Nightshift work, which is known to cause mental stress and disrupt normal biological diurnal rhythms, leads to endothelial dysfunction resulting in increased risk for cardiovascular disease. This study aimed to investigate the acute effect of night-shift work on coronary microcirculation through assessment of coronary flow reserve (CFR) by transthoracic Doppler echocardiography. This study consisted of 36 women nurses who underwent transthoracic Doppler echocardiographic examinations after working a nightshift and on a regular day without previous nightshift work. Flow velocity in the distal portion of the left anterior descending coronary artery was measured at baseline and during adenosine infusion. CFR was calculated as the ratio of hyperemic to basal mean diastolic flow velocity. CFR after night work was lower than that on a regular workday (3.8 ± 0.6 vs 4.1 ± 0.6, p <0.001). Degree of decreases in CFR after night work was correlated to Framingham risk score (r = 0.35, p = 0.036). In conclusion, this study demonstrated that coronary microcirculation was impaired after nightshift work in women nurses.

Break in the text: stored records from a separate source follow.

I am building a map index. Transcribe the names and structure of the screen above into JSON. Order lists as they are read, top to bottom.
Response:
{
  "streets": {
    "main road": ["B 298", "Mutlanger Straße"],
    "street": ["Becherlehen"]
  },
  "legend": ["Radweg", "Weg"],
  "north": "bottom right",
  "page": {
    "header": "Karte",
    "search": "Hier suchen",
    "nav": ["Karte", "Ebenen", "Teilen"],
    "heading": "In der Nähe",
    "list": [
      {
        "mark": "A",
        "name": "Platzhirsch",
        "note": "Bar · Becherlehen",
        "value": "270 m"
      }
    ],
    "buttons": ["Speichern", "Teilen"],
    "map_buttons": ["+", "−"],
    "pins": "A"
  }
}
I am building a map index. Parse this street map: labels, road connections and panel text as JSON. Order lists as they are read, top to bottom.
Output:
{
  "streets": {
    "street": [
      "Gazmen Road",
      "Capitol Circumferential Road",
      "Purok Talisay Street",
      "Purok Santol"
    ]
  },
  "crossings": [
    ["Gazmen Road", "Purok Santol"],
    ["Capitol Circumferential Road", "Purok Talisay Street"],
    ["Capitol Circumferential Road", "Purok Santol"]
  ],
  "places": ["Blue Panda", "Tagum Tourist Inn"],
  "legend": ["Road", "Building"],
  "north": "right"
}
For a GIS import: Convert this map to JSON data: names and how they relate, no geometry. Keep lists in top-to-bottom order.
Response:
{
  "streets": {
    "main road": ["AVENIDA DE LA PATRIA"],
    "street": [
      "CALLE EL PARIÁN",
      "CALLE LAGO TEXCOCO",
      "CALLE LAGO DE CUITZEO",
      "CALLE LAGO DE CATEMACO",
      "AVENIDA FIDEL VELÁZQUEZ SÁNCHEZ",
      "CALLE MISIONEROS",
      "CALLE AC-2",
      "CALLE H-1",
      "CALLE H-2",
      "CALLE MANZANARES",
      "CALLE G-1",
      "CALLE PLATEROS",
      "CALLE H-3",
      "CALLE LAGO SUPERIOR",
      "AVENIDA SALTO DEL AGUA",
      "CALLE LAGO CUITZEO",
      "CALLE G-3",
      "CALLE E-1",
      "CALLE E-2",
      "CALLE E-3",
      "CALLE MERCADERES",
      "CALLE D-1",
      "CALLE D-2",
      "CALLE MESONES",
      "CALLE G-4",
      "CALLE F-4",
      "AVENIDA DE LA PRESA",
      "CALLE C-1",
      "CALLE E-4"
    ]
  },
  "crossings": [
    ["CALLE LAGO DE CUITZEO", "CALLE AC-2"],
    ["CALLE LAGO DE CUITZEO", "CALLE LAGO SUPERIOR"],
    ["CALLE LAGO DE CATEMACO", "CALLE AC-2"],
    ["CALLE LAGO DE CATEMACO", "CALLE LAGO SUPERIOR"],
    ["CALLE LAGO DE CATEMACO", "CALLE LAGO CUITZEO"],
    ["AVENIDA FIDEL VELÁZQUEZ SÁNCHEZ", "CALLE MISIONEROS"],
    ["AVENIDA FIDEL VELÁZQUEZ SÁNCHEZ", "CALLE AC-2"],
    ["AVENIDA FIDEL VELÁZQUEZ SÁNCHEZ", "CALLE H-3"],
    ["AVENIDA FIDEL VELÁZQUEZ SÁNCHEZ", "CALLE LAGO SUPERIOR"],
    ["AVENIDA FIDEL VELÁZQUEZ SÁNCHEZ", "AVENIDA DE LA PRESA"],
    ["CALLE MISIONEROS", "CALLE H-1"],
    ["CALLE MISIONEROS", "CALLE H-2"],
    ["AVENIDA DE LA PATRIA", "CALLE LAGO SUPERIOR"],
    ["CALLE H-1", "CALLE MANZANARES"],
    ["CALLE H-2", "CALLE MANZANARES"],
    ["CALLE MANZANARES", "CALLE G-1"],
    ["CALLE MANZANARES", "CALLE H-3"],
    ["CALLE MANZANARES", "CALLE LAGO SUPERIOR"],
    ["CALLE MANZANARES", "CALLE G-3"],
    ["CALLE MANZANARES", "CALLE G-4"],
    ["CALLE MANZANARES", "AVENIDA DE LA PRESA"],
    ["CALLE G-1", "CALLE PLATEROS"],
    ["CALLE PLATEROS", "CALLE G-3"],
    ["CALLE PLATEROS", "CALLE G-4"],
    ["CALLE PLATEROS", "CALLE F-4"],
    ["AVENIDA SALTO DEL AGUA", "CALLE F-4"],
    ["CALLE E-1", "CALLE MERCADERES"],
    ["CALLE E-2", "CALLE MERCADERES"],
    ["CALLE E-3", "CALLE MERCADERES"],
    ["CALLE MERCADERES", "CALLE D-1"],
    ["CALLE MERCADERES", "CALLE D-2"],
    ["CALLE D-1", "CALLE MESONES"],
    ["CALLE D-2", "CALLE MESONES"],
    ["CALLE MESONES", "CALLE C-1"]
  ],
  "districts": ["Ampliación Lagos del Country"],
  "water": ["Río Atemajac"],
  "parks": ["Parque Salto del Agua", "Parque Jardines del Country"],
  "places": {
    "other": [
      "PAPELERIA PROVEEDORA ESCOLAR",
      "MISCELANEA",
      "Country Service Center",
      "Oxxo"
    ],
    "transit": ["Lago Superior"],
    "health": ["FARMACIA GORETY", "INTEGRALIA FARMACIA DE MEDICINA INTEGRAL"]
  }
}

Nightshift work is known to cause disturbances in normal circadian rhythms of various psychophysiologic functions beginning with sleep deprivation and inevitable mental stress. Previous studies have reported that nightshift work is associated with increased risk for cardiovascular disease and other long-term conditions such as hypertension, glucose intolerance, and depression. Presence of endothelial dysfunction is an independent predictor of future cardiovascular events in patients with or at high risk for cardiovascular disease. Several investigations have demonstrated impaired peripheral vascular endothelial function after nightshift work in medical personnel. This study therefore aimed to investigate whether coronary microcirculation was impaired after nightshift work in women nurses and, if so, to study its relation to clinical characteristics and neural and humoral processes including Framingham risk score, adrenal function, and estradiol concentration.
Methods
This study consisted of 36 women nurses (mean age 32 ± 9 years). Coronary flow reserve (CFR) in the left anterior descending coronary artery was estimated and represented the status of coronary microcirculation. CFR was measured noninvasively by transthoracic Doppler echocardiography (TTDE) at approximately 9 a . m . in each subject at the following time points: (1) on a regular day without previous nightshift work (baseline) and (2) after working a nightshift. Blood samples were taken immediately before each CFR examination. Smoking was not permitted during the protocol. The presence or absence of the following 5 cardiovascular risk factors in each subject was evaluated using medical records: hypertension, hypercholesterolemia, diabetes, smoking, and obesity (body mass index >30 kg/m 2 ). Framingham risk score was then calculated. The study was approved by the institutional review board of each participating institution. Written informed consent for participation was obtained from each subject.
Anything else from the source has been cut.